Carey and Norman said...

Sarah,

I do think journaling or blogging about your situation will help you as well as others. I think it is good that you feel comfortable to finally open up. I think it allows people to help share their experiences or professionals they've used. Several times I've blogged about issues I wasn't comfortable with talking about either and I found that the support I received through comments helped me know that I'm not alone. Others may not be experiencing exactly your situation, but we are all in this together and want to support one another. We love you and are here for you no matter what decisions you make, help you receive, or venting you need to do. I think you're wonderful and I'm here if you ever need anything!!

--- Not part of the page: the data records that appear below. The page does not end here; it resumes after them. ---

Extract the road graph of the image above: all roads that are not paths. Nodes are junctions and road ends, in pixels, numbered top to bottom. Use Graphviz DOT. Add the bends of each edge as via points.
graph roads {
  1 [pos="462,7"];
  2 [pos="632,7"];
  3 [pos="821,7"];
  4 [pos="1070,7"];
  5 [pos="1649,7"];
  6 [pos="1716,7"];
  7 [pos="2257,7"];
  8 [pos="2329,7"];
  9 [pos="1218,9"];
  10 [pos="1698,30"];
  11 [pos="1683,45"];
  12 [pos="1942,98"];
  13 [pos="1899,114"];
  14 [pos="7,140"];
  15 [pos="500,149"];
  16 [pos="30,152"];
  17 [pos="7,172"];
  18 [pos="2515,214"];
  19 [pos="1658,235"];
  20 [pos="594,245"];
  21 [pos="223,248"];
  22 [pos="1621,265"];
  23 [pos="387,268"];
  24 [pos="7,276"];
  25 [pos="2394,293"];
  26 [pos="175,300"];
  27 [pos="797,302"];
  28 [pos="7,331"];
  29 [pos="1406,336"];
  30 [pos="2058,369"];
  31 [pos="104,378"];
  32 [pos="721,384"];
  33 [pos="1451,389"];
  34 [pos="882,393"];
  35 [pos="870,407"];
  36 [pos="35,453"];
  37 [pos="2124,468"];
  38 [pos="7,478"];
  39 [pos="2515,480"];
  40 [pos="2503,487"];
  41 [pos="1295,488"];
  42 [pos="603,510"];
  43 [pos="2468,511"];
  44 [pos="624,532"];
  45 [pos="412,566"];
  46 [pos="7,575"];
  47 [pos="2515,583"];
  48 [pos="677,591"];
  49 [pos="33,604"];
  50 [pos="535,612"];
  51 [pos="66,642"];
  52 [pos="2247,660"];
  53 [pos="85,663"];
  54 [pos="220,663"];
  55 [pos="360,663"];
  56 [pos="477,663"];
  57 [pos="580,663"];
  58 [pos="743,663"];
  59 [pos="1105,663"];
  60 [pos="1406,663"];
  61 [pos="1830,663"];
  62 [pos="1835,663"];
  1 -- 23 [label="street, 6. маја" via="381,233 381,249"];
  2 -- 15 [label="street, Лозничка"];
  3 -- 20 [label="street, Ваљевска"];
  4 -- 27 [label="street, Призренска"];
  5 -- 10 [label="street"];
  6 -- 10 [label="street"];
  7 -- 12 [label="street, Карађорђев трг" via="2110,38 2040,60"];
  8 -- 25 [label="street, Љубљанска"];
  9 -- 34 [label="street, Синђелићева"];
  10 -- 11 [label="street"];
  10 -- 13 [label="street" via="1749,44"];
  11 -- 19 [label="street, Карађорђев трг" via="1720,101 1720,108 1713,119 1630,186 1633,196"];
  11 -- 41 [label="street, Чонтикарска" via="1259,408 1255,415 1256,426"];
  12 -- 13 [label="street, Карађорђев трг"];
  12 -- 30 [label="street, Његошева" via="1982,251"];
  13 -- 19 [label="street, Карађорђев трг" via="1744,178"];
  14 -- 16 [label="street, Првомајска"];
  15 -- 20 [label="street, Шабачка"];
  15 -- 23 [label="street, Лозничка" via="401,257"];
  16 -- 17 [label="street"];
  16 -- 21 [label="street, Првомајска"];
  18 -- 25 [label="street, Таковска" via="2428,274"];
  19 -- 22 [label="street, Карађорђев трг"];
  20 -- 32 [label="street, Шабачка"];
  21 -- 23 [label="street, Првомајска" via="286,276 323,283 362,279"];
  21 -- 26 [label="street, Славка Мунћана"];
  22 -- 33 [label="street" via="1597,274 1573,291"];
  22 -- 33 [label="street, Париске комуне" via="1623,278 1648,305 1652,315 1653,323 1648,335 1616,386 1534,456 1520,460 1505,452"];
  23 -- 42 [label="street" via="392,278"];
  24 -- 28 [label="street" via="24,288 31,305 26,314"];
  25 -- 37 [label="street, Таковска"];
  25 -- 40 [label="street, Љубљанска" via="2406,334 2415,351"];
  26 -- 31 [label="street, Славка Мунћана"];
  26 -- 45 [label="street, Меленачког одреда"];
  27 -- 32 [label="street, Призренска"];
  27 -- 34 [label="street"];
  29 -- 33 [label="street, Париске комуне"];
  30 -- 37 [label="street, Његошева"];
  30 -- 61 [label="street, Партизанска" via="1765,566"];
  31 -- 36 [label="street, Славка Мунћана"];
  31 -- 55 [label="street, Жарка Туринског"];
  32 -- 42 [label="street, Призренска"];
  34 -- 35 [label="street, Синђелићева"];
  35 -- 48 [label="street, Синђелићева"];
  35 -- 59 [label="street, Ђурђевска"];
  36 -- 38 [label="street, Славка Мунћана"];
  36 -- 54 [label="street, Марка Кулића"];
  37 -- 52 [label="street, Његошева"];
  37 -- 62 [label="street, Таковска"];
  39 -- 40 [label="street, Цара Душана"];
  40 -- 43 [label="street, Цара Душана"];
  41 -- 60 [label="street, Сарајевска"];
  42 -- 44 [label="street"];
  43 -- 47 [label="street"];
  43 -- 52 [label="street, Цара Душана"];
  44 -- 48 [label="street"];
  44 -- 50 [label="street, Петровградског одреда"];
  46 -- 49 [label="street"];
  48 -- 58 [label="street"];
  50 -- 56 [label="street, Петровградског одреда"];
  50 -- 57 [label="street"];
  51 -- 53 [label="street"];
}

Much love and lots of hugs coming your way!!

Cindy said...

Sarah,

You know I share everyone's feelings here, too. We know how hard it is for you. After our experiences together in Vlad it's as if we're sisters! I'm certain that many parents have felt the things you feel now and then, whether it be with adopted or biological kids. I'm sure you are helping lots of folks with your honesty. When you think about it, it's only been a few months and I bet you can still see some progress in some areas with Sash. The other ones I know must seem overwhelming and overshadow any of the other progress, but I guess we take babysteps. I hope that as each day goes by, he will make those babysteps and trust how much you love him. Hang on!

Cindy

Unknown said...

Please check out www.CenterforVictory.com
Eric Guy is an awesome therapist that helps families avoid disruption. He actually will come and stay at the house. He will get you on the path to healing! He is amazing. I have been to a conference with him!